* _AIM OF THE TASK_:
For the records below, tally the lines that include the word "Ibnou" and give only the tally.

________________________

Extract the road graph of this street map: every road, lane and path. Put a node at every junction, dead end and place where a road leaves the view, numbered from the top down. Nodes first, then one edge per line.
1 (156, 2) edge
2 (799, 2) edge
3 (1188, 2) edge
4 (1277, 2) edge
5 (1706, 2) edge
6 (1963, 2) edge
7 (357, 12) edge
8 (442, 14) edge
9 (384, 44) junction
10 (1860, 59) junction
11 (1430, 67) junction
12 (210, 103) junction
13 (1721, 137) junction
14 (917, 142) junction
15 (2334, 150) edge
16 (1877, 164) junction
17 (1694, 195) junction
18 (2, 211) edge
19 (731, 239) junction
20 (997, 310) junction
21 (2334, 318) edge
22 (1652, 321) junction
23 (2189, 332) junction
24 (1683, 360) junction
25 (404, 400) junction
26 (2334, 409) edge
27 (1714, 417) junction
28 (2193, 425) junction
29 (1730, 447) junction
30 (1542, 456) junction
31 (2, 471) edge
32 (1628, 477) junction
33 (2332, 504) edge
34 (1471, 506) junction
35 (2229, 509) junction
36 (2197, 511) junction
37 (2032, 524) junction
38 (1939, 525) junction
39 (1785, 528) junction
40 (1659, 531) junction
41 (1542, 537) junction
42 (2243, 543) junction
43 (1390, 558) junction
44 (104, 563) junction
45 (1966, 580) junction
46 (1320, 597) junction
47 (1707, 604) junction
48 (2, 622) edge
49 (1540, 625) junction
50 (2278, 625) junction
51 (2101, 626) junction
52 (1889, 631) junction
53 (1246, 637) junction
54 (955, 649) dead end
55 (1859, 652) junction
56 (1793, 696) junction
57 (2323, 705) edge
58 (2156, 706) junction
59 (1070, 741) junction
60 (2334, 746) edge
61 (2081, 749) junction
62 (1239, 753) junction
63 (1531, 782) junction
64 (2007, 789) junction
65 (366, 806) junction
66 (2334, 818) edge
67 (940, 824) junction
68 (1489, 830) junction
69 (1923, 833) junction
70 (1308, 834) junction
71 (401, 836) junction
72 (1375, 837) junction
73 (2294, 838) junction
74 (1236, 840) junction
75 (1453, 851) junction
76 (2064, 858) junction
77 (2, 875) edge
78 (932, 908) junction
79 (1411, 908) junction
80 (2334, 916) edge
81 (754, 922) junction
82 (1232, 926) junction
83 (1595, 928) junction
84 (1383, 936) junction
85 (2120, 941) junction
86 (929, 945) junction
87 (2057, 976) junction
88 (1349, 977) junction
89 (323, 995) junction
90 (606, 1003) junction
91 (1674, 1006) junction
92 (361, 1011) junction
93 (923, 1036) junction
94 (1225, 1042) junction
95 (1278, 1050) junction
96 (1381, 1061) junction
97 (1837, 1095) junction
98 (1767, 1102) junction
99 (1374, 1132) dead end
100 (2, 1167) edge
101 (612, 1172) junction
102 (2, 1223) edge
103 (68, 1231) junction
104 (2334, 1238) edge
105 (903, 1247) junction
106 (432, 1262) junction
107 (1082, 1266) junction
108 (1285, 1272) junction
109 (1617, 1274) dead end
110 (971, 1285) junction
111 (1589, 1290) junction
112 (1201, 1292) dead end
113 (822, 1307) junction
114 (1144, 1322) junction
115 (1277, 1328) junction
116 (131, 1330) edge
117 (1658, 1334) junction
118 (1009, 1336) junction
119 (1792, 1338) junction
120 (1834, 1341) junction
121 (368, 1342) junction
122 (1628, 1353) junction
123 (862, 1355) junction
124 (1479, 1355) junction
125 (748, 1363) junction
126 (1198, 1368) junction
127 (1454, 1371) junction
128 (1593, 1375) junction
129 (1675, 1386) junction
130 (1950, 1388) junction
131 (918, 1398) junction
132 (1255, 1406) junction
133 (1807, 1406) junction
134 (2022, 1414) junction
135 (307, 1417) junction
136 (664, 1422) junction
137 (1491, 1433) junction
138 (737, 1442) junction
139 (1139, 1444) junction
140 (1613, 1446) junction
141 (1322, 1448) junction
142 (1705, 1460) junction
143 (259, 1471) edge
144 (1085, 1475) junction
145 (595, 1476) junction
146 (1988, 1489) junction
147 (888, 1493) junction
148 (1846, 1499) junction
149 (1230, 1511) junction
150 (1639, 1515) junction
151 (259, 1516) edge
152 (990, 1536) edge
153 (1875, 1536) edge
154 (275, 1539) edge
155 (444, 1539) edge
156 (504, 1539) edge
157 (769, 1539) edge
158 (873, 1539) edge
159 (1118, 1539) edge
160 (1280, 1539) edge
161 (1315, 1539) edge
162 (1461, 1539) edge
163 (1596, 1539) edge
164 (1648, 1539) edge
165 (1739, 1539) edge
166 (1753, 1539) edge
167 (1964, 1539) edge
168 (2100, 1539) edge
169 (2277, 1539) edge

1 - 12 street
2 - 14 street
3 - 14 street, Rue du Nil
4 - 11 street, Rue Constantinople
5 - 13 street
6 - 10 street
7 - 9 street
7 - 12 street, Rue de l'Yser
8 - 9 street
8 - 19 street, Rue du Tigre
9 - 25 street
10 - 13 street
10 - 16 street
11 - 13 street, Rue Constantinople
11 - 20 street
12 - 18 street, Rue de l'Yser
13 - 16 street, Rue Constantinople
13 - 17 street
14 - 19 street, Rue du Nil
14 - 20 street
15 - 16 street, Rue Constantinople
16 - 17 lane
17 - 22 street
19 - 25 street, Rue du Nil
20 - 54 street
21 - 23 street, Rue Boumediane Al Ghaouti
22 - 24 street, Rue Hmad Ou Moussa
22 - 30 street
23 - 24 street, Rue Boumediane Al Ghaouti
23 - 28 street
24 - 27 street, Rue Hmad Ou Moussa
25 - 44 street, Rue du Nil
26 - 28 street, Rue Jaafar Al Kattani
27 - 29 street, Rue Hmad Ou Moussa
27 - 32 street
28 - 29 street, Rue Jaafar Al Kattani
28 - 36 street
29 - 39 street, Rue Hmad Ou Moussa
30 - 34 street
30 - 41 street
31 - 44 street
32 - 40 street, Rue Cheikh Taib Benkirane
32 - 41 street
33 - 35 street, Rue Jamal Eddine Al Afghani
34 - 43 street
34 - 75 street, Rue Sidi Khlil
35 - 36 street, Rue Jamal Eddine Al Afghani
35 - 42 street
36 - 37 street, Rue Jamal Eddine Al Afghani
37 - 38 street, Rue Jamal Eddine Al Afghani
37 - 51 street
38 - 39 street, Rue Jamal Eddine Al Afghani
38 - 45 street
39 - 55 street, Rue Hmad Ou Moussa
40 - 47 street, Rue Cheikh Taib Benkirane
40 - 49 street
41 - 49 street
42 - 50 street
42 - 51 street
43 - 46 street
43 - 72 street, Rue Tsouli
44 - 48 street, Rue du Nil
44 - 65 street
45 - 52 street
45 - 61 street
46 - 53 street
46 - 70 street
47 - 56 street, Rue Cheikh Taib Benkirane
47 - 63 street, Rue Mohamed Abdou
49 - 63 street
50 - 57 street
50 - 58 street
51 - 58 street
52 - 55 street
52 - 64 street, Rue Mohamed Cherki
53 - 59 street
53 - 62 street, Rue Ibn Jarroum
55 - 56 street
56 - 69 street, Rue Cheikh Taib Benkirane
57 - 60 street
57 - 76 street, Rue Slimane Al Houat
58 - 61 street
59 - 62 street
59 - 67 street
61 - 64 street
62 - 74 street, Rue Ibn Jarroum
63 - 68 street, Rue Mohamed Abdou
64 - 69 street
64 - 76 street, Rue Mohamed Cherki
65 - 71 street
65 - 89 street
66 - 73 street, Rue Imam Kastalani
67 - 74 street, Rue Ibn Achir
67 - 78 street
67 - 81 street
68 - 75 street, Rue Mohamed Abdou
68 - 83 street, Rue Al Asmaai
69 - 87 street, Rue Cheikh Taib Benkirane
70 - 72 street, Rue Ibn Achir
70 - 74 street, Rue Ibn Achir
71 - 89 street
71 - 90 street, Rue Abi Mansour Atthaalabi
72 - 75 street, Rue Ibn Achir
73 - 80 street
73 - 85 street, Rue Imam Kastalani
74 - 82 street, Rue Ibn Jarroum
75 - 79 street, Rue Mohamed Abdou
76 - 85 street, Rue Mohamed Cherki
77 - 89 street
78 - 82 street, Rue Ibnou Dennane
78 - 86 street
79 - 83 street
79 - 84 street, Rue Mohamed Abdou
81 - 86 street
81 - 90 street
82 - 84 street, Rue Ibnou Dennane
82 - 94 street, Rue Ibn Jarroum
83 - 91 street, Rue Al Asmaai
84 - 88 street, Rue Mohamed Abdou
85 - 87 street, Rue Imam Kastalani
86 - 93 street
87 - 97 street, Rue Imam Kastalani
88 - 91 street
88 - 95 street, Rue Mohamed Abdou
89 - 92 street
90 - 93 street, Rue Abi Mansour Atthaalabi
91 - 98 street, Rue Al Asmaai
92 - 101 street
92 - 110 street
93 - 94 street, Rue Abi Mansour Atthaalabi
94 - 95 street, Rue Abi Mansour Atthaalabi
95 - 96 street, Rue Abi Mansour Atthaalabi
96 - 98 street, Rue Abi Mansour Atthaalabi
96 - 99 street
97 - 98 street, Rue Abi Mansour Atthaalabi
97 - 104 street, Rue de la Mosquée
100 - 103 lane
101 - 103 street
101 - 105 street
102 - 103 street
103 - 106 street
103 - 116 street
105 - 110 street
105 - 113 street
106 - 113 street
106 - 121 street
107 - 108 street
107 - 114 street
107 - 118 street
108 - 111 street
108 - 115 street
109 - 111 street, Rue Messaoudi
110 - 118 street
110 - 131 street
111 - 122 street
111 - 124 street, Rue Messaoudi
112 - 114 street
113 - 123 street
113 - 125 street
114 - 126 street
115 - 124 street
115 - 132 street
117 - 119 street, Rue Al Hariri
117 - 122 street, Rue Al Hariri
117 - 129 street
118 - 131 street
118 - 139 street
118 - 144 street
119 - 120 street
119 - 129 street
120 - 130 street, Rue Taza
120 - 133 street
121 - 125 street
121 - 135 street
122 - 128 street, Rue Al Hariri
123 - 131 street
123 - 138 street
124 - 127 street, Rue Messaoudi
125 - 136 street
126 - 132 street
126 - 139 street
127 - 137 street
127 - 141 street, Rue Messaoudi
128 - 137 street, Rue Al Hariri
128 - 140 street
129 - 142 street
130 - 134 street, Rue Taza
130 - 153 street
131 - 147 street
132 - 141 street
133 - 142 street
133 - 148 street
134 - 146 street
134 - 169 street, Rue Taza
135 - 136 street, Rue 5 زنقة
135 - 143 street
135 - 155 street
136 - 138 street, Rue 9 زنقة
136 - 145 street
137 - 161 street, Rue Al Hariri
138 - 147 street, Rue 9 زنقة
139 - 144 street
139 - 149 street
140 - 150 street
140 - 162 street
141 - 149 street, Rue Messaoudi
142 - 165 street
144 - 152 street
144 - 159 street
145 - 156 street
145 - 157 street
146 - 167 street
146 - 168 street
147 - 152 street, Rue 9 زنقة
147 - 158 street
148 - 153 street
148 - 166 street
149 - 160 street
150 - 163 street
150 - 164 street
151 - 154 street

________________________

* _SOLUTION FOR THIS PROBLEM_:
2